An exact reproduction of the records is required, with all pictures omitted.

=== Section Start ===

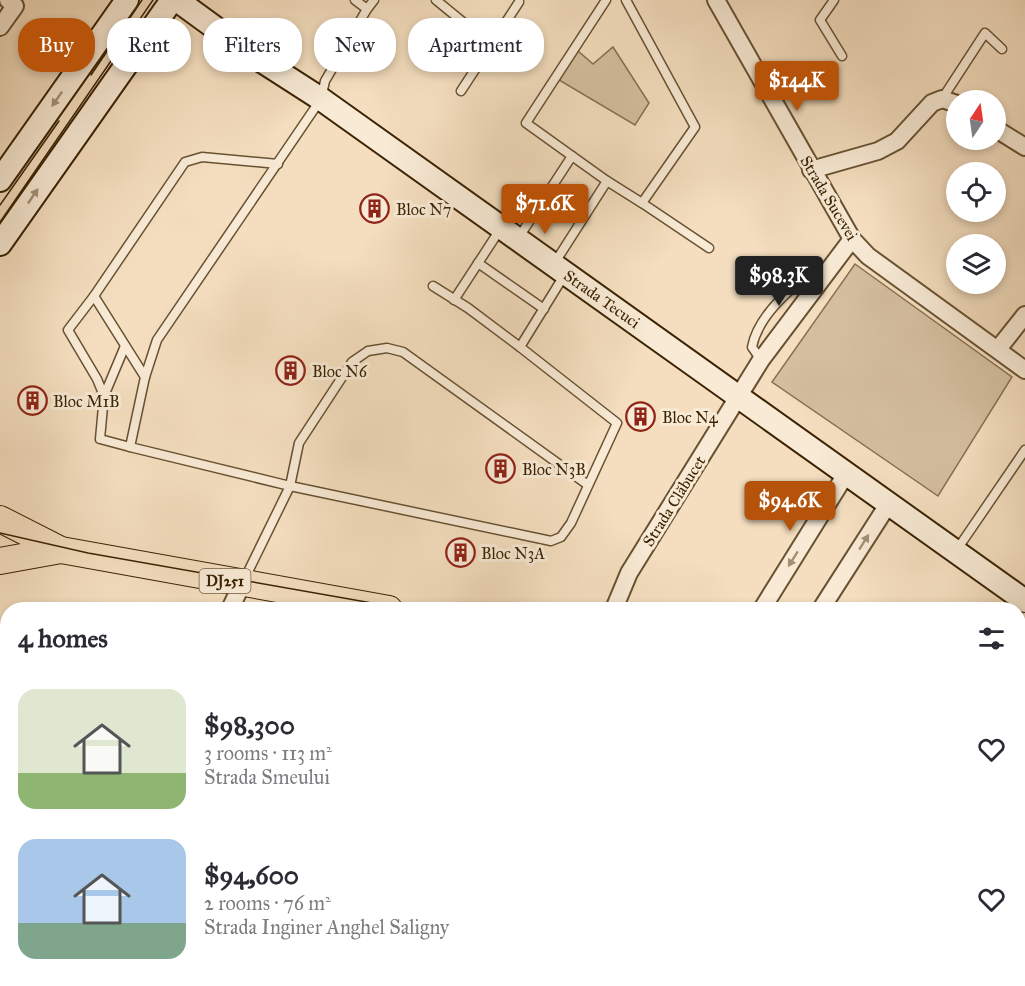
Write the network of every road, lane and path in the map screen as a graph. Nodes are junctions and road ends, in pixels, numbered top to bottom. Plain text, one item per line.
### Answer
1 (8, 0) edge
2 (127, 0) edge
3 (172, 0) edge
4 (177, 0) edge
5 (355, 0) edge
6 (374, 0) edge
7 (436, 0) edge
8 (606, 0) edge
9 (626, 0) edge
10 (716, 0) edge
11 (834, 0) edge
12 (519, 2) dead end
13 (367, 9) junction
14 (458, 18) edge
15 (509, 18) edge
16 (0, 27) edge
17 (1002, 49) dead end
18 (842, 56) dead end
19 (473, 72) edge
20 (956, 90) edge
21 (461, 91) dead end
22 (321, 99) junction
23 (946, 103) edge
24 (1006, 135) edge
25 (1025, 147) edge
26 (572, 156) junction
27 (278, 164) junction
28 (811, 170) junction
29 (0, 180) edge
30 (607, 181) junction
31 (642, 203) junction
32 (509, 234) junction
33 (852, 239) junction
34 (0, 244) edge
35 (709, 248) dead end
36 (478, 263) junction
37 (560, 270) junction
38 (433, 286) dead end
39 (94, 296) junction
40 (454, 300) junction
41 (544, 309) junction
42 (1025, 315) edge
43 (125, 346) junction
44 (520, 347) junction
45 (998, 349) junction
46 (1025, 370) edge
47 (145, 377) junction
48 (104, 396) junction
49 (739, 396) junction
50 (130, 447) junction
51 (1025, 450) edge
52 (846, 474) junction
53 (588, 485) junction
54 (290, 486) junction
55 (889, 504) junction
56 (0, 519) edge
57 (61, 550) junction
58 (956, 551) junction
59 (0, 561) edge
60 (242, 584) junction
61 (233, 602) edge
62 (348, 602) edge
63 (617, 602) edge
64 (766, 602) edge
65 (826, 602) edge
66 (1025, 602) edge

1 - 16 street
2 -> 29 main road
34 -> 3 main road
4 - 22 main road, Strada Tecuci
5 - 13 lane
6 - 13 lane
7 - 14 lane
8 - 26 lane
9 - 31 lane
10 - 28 street, Strada Sucevei
11 - 18 lane
12 - 15 lane
13 - 22 lane
17 - 20 lane
19 - 21 lane
22 - 27 lane
22 - 32 main road, Strada Tecuci
23 - 28 street
24 - 25 street
26 - 30 lane
26 - 32 lane
27 - 39 lane
27 - 47 lane
28 - 33 street, Strada Sucevei
30 - 31 lane
30 - 37 lane
31 - 35 lane
32 - 36 lane
32 - 37 main road, Strada Tecuci
33 - 45 street, Strada Sucevei
33 - 49 street, Strada Clăbucet
36 - 40 lane
36 - 41 lane
37 - 41 lane
37 - 49 main road, Strada Tecuci
38 - 40 lane
39 - 43 lane
39 - 48 lane
40 - 44 lane
41 - 44 lane
42 - 45 street
43 - 47 lane
43 - 48 lane
44 - 53 lane
45 - 46 street, Strada Sucevei
47 - 50 lane
48 - 50 lane
49 - 52 main road, Strada Tecuci
49 - 63 street, Strada Clăbucet
50 - 54 lane
51 - 58 lane
52 - 55 main road, Strada Tecuci
52 -> 64 street
53 - 54 lane
53 - 54 lane
54 - 60 lane
55 - 58 main road, Strada Tecuci
65 -> 55 street
56 - 57 main road, DJ251
57 - 59 main road, DJ251
57 - 60 main road, DJ251
58 - 66 main road, Strada Tecuci
60 - 61 street
60 - 62 main road, DJ251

=== Section End ===

• [EXERCISE OUTPUT]
Write the network of every road, lane and path in the map screen as a graph. Nodes are junctions and road ends, in pixels, numbered top to bottom. Plain text, one item per line.
### Answer
1 (8, 0) edge
2 (127, 0) edge
3 (172, 0) edge
4 (177, 0) edge
5 (355, 0) edge
6 (374, 0) edge
7 (436, 0) edge
8 (606, 0) edge
9 (626, 0) edge
10 (716, 0) edge
11 (834, 0) edge
12 (519, 2) dead end
13 (367, 9) junction
14 (458, 18) edge
15 (509, 18) edge
16 (0, 27) edge
17 (1002, 49) dead end
18 (842, 56) dead end
19 (473, 72) edge
20 (956, 90) edge
21 (461, 91) dead end
22 (321, 99) junction
23 (946, 103) edge
24 (1006, 135) edge
25 (1025, 147) edge
26 (572, 156) junction
27 (278, 164) junction
28 (811, 170) junction
29 (0, 180) edge
30 (607, 181) junction
31 (642, 203) junction
32 (509, 234) junction
33 (852, 239) junction
34 (0, 244) edge
35 (709, 248) dead end
36 (478, 263) junction
37 (560, 270) junction
38 (433, 286) dead end
39 (94, 296) junction
40 (454, 300) junction
41 (544, 309) junction
42 (1025, 315) edge
43 (125, 346) junction
44 (520, 347) junction
45 (998, 349) junction
46 (1025, 370) edge
47 (145, 377) junction
48 (104, 396) junction
49 (739, 396) junction
50 (130, 447) junction
51 (1025, 450) edge
52 (846, 474) junction
53 (588, 485) junction
54 (290, 486) junction
55 (889, 504) junction
56 (0, 519) edge
57 (61, 550) junction
58 (956, 551) junction
59 (0, 561) edge
60 (242, 584) junction
61 (233, 602) edge
62 (348, 602) edge
63 (617, 602) edge
64 (766, 602) edge
65 (826, 602) edge
66 (1025, 602) edge

1 - 16 street
2 -> 29 main road
34 -> 3 main road
4 - 22 main road, Strada Tecuci
5 - 13 lane
6 - 13 lane
7 - 14 lane
8 - 26 lane
9 - 31 lane
10 - 28 street, Strada Sucevei
11 - 18 lane
12 - 15 lane
13 - 22 lane
17 - 20 lane
19 - 21 lane
22 - 27 lane
22 - 32 main road, Strada Tecuci
23 - 28 street
24 - 25 street
26 - 30 lane
26 - 32 lane
27 - 39 lane
27 - 47 lane
28 - 33 street, Strada Sucevei
30 - 31 lane
30 - 37 lane
31 - 35 lane
32 - 36 lane
32 - 37 main road, Strada Tecuci
33 - 45 street, Strada Sucevei
33 - 49 street, Strada Clăbucet
36 - 40 lane
36 - 41 lane
37 - 41 lane
37 - 49 main road, Strada Tecuci
38 - 40 lane
39 - 43 lane
39 - 48 lane
40 - 44 lane
41 - 44 lane
42 - 45 street
43 - 47 lane
43 - 48 lane
44 - 53 lane
45 - 46 street, Strada Sucevei
47 - 50 lane
48 - 50 lane
49 - 52 main road, Strada Tecuci
49 - 63 street, Strada Clăbucet
50 - 54 lane
51 - 58 lane
52 - 55 main road, Strada Tecuci
52 -> 64 street
53 - 54 lane
53 - 54 lane
54 - 60 lane
55 - 58 main road, Strada Tecuci
65 -> 55 street
56 - 57 main road, DJ251
57 - 59 main road, DJ251
57 - 60 main road, DJ251
58 - 66 main road, Strada Tecuci
60 - 61 street
60 - 62 main road, DJ251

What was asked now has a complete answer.